SCARLETT’S LETTERS: Point to Point
{Un point est définitif, et puis il y a x, y et z}
Dear James —
Just arrived back in Paris from London. Back and forth between two fixed points, under the sea, over the sceptered green that is fading to autumn. I jolt from a train-lulled reverie unsure of which point is which; both ends of the Eurostar look so much the same they threaten to merge into one. There are distinctions between the cities both obvious — language —and undefinable: I would say Paris has more of a tasteful, delicate atmosphere while London has a more easily palatable, handsomer vibe.
I’m a bit of a tree hugger. According to a test online, green is the color of my energy. Doesn’t surprise me: I get excited when I see a lot of it. The lush London parks are a big part of the city’s allure.
For once the Frieze Art frenzy was not my primary focus in London. It was Bargel One, a three-day happening created by my mother, The Hun.
Again, traveling from point one to point two, and back. Now it’s a barge on Regent’s Canal. Point one is at King’s Cross. We float and putter through Camden Town and land near Frieze Masters, point two. A reshuffle of crowd and back down the canal once again.
The journey starts with an exquisite lunch prepared by Arnold & Henderson. If either of you has had the fortunate occasion to taste the delicious meals at St. JOHN’s in Clerkenwell, your taste buds can imagine somewhat of what I’m talking about; Margo Henderson, who cooked for us, is the wife of Fergus Henderson, the founder of St. JOHN’s.
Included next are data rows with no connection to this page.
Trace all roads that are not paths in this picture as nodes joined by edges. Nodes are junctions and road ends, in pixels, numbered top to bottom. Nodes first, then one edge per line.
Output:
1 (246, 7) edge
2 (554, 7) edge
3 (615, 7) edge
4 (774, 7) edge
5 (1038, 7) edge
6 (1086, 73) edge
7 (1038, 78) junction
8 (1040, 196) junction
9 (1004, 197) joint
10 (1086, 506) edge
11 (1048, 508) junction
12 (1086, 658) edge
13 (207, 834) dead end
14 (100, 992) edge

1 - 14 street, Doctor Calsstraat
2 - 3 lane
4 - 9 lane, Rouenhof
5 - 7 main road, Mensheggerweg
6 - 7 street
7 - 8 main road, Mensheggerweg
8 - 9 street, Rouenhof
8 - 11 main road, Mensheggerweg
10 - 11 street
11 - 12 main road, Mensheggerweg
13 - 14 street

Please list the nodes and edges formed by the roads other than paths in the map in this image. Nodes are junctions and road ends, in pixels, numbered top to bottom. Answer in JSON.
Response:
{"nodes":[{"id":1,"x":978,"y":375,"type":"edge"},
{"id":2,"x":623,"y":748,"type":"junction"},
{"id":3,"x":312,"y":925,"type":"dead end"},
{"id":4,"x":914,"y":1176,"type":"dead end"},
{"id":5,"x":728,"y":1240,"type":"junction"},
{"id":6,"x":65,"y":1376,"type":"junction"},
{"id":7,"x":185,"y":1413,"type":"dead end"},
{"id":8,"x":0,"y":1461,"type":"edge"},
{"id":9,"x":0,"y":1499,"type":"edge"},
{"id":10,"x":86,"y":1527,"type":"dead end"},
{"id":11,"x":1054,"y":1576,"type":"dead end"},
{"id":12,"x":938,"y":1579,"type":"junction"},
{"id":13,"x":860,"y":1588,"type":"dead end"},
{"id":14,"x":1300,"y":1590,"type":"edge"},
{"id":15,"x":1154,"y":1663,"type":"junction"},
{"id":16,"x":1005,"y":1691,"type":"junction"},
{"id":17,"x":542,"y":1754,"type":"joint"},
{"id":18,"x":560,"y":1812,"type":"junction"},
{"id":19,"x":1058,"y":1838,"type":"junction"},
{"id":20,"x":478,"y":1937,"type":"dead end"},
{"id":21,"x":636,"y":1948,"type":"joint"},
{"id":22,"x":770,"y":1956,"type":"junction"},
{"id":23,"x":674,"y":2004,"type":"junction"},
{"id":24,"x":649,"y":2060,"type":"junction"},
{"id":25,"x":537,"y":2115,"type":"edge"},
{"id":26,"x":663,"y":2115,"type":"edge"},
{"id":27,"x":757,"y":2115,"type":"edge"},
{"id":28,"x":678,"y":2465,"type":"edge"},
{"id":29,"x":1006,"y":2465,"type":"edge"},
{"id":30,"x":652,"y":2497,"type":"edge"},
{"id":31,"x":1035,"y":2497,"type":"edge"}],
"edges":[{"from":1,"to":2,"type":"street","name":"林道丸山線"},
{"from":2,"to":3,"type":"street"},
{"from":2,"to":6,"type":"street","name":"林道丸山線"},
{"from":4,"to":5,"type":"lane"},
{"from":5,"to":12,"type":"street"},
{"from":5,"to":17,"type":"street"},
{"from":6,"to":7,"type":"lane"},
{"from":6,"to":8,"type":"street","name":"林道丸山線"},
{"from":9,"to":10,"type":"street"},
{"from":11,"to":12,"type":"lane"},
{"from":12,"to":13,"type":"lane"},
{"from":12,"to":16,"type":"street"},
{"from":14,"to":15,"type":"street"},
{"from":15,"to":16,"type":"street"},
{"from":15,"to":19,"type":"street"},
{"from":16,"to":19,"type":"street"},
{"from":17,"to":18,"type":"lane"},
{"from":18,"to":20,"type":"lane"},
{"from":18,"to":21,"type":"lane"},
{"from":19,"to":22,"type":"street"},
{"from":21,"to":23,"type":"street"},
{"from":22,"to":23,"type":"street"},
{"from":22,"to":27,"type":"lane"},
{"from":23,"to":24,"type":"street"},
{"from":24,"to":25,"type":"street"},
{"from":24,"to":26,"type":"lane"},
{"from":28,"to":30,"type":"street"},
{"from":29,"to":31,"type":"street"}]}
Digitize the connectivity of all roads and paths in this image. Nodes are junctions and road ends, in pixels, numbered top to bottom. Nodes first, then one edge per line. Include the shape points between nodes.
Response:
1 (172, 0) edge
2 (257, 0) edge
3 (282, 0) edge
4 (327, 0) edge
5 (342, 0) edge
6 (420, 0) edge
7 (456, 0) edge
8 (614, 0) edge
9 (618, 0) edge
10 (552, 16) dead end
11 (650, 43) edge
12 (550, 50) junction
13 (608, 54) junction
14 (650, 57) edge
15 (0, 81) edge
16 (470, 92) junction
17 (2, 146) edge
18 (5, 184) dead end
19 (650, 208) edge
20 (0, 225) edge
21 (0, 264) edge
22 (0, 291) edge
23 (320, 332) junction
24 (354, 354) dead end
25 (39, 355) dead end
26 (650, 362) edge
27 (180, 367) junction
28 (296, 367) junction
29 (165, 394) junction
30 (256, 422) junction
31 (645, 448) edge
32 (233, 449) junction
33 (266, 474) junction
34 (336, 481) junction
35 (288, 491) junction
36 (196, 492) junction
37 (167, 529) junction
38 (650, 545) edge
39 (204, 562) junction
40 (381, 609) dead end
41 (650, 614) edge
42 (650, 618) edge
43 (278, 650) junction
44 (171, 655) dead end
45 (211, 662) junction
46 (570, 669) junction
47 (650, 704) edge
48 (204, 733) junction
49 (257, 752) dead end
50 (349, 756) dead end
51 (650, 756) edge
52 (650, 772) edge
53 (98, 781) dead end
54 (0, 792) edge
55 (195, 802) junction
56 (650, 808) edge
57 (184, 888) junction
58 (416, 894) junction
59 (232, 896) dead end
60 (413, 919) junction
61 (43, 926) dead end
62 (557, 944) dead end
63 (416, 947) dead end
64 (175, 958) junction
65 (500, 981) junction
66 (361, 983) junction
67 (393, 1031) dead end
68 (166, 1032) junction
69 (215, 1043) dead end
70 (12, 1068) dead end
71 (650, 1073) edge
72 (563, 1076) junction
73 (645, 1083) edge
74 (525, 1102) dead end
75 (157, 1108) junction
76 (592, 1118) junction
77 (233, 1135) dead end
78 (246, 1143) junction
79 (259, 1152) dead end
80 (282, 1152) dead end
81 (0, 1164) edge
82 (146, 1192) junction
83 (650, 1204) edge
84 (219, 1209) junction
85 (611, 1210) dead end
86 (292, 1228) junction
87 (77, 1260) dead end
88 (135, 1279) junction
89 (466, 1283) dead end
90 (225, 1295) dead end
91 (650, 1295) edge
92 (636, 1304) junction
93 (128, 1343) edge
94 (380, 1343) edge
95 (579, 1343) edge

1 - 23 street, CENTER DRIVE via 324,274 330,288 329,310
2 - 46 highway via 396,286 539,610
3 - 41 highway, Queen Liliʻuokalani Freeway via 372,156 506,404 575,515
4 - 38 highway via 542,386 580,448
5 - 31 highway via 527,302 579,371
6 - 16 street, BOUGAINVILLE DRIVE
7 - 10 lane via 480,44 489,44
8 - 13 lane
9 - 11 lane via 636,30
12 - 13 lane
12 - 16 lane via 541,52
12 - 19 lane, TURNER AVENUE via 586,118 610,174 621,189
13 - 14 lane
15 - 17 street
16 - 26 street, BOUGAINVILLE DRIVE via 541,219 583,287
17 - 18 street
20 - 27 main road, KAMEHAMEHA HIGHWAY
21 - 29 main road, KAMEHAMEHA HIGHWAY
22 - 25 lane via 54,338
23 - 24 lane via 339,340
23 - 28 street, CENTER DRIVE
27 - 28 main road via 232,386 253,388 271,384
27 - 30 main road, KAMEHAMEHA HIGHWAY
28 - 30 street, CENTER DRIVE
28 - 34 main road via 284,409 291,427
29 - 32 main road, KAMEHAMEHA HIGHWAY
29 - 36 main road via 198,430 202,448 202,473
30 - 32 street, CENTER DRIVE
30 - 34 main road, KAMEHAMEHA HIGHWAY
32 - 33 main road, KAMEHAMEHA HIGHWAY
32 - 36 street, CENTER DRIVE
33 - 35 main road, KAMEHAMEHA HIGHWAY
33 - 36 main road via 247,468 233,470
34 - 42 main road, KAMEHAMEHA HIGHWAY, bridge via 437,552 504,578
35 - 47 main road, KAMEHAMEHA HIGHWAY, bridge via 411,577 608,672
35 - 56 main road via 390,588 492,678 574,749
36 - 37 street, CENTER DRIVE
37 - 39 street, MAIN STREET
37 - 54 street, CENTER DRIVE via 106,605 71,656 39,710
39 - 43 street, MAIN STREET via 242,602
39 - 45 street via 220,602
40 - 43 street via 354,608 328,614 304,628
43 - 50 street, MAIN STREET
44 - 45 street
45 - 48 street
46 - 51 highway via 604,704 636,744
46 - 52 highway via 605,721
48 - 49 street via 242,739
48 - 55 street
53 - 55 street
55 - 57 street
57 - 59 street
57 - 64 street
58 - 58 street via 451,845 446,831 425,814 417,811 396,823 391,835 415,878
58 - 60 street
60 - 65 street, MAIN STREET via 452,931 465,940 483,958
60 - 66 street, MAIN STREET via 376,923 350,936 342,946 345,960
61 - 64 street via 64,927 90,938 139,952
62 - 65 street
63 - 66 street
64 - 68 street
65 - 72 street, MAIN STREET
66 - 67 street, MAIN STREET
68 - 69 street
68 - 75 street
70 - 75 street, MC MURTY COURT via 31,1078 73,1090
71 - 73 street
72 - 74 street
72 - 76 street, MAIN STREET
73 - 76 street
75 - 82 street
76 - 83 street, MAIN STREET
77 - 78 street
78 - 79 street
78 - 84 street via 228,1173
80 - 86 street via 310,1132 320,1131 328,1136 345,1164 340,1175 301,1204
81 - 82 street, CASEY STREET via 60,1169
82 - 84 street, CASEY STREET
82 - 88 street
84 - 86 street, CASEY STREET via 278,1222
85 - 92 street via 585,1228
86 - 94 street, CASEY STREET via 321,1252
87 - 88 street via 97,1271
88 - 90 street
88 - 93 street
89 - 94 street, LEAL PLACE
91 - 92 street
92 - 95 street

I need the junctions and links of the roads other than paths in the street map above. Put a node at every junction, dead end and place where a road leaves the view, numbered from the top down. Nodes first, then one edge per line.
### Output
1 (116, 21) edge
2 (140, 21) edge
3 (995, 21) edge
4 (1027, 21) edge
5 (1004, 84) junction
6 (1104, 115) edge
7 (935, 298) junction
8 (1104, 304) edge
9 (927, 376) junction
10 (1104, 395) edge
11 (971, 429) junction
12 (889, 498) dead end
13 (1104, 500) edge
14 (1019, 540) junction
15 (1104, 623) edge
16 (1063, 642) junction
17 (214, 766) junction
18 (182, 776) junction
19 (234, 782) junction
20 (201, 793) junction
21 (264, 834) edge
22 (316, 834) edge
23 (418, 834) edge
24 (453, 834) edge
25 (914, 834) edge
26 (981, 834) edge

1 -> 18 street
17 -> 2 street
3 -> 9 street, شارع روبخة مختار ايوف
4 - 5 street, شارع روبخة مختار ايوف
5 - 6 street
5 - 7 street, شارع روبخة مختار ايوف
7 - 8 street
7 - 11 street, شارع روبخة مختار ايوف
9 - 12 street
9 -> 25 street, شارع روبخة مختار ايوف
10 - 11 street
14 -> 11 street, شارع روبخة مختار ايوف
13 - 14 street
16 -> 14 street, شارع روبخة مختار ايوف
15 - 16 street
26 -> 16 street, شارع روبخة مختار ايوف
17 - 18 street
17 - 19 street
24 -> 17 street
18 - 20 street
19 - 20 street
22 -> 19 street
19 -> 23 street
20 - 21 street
Of course, the party truly begins at teatime, British English for happy hour. Everyone staggers off the murky canal water on a high note, literally, courtesy of the wild weeds provided by the sweet-as-apple-pie rapper A$AP ROCKY. Do we end at point one or two? It doesn’t make a difference.
The assembly: art buffs and fashion heavies; and a mélange of the young and the hopeful, those goslings that trail Mama the Hun: awkward artists, nightlife hipsters, fashion students. Identity will incubate and hatch somewhere on their journey behind her.
Even before I was born, the Hun was la reine of la soirée. It was made internationally official with her creation of the Hollywood restaurants Café Des Artistes and Les Deux Cafés.
I recall a night at my parents’ house in Hancock Park just south of Hollywood. Our enormous high-ceiling concrete-floored living room was jumping with people, three soul divas singing from an inner balcony surging from the master bedroom. I gazed and danced from my bedroom windows, wishing I was one of the divas. Even more, I wish right now that I had a photograph to help me describe the scale of these bacchanals. Try this point of reference: the official back of the house ended at those windows from where I was perched — before they moved in, there was no balcony, just windows overlooking a backyard of dry lawn. To accommodate their fin-de-siècle, fin-du-monde hedonism, half of the backyard was transformed into a living room, then the infamous balcony was installed. It was shocking in the sense of displacement to have a balcony reign over an interior, and yet so fitting for a queen.
All heads of state know the importance of a good balcony. The Hun is no exception.
I am traveling now from this point to that point in the past. Soul divas wail and bump. From my little-person’s nest I watch a flaming colossus of humans metamorphose into the divine. I yearn to be part of this pulsating cocoon, to emerge as one of those resplendent carefree butterflies.
Needless to say, I also had to learn to sleep surrounded by noise, like a child in a war zone. I still require strong ambient sound to rock me to unconsciousness, especially in-between time zones. These days it’s usually audio books.
For some time now I have been old enough to fully enjoy the happening party. It never ceases to amaze me how generously this grand mother of mine, still a teenager at heart and physique, can get the party started. Every element is constructed with precise consideration, in a Dadaist way. She is able to plan a human experience by composing and arranging characters that challenge established canons of art, thought, and morality. The more nihilistic and outrageous behavior, the better.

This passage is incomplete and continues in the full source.